As far as I'm concerned, the only thing worse than a bad loser is a bad winner. Ms Curran, in my opinion, would on past evidence appear to fit effortlessly into the latter category.

Bill said...

However, the balance of opinion which reached me, and not just form SNP folk, was that the aggro was not primarily between Labour and the SNP, but that that was the direction in which several Labour candidates opted to direct their fire during their victory speeches.

Fair enough :)

She is undoubtedly a 'machine politician' of the worst kind and it seems none too bright either.

Indygal said...

Well I can vouch for every single member who was at the Glasgow count because I was one of them and there was not a single SNP member involved in anything. It was Solidarity or the SSP, can't remember which, who were fighting with Labour activists. I repeat "not a SINGLE SNP member was involved in it". And we were gobsmacked when Curran and also I think the Anniesland MSP got up and blamed us.

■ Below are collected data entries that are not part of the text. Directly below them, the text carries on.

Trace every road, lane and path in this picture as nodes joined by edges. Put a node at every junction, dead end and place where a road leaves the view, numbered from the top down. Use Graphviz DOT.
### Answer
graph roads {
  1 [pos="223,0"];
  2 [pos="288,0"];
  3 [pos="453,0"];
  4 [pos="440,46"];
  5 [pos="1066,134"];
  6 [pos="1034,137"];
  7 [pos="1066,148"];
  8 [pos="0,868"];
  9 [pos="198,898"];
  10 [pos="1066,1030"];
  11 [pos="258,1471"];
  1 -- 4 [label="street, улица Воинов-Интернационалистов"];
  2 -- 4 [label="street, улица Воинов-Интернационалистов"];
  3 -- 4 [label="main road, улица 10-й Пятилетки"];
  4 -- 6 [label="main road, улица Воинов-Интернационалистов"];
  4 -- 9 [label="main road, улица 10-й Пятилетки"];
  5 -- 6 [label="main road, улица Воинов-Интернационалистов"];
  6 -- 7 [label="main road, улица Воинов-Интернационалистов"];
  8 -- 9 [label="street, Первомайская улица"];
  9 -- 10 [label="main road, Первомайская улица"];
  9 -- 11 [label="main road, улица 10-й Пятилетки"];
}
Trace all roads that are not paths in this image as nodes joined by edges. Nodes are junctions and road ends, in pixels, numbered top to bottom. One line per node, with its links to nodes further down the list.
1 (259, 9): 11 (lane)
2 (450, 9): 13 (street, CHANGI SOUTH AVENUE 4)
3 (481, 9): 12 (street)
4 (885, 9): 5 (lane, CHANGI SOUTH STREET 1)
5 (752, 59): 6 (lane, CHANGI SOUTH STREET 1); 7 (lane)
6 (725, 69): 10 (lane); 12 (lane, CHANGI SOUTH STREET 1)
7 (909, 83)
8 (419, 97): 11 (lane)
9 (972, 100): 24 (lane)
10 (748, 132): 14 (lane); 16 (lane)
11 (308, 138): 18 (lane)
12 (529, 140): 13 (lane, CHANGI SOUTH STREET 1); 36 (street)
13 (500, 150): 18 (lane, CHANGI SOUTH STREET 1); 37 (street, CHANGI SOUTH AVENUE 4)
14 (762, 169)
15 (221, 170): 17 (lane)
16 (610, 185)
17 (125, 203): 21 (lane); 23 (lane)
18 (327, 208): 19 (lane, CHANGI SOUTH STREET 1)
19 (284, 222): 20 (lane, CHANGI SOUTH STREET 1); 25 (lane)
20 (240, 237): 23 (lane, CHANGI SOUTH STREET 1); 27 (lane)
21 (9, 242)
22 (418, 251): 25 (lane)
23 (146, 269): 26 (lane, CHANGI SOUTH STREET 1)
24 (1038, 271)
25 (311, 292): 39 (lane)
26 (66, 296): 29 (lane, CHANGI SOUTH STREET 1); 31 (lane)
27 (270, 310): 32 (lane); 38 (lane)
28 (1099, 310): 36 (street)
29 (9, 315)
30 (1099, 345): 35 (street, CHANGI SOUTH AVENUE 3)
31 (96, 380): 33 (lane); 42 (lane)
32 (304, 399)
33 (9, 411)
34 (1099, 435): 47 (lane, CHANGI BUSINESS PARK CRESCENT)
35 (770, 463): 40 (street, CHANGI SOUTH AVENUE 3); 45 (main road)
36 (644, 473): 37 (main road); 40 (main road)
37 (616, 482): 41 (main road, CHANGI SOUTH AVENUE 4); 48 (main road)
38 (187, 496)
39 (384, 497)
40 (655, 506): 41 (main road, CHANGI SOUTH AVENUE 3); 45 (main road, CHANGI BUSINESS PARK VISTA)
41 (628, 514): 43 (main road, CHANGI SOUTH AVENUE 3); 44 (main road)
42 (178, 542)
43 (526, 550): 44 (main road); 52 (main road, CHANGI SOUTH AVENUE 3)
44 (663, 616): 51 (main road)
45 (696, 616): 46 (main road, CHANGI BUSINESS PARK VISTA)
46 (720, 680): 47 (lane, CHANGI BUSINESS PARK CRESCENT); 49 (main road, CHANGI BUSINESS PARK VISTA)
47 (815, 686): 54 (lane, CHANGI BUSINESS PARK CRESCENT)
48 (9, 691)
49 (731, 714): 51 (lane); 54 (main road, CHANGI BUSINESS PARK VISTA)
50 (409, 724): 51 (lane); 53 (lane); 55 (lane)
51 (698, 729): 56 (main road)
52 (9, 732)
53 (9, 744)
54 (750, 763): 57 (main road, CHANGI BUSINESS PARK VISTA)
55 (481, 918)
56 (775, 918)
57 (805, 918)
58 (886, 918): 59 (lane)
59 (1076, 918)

Trust me, they KNEW it was nothing to do with us. They were smirking with their pals afterwards and I heard some of the Labour activists laughing about how it was better to get a nationalist the blame than a kid on nationalist. These people are cynical manipulaters who will say and do anything to stop us. Furthermore the big group of females who were with Mohammed Sarwar and Gordon Jackson that evening, had to be told by the police to behave themselves. Their behaviour was shameful.

Richard Thomson said...

Thanks for that, Anne.

Rab o'Ruglen said...

Thanks Indygall for putting the record straight. I have not been active now in the SNP (though still an ardent supporter and voter) for many years and I can confirm that the Labour Party activists' behavour can be dreadful at times. I still remember the bruises in my ribs and feet from their antics at the school gates and within the Kelvin Hall. This is a long-standing problem with Labour in Glasgow.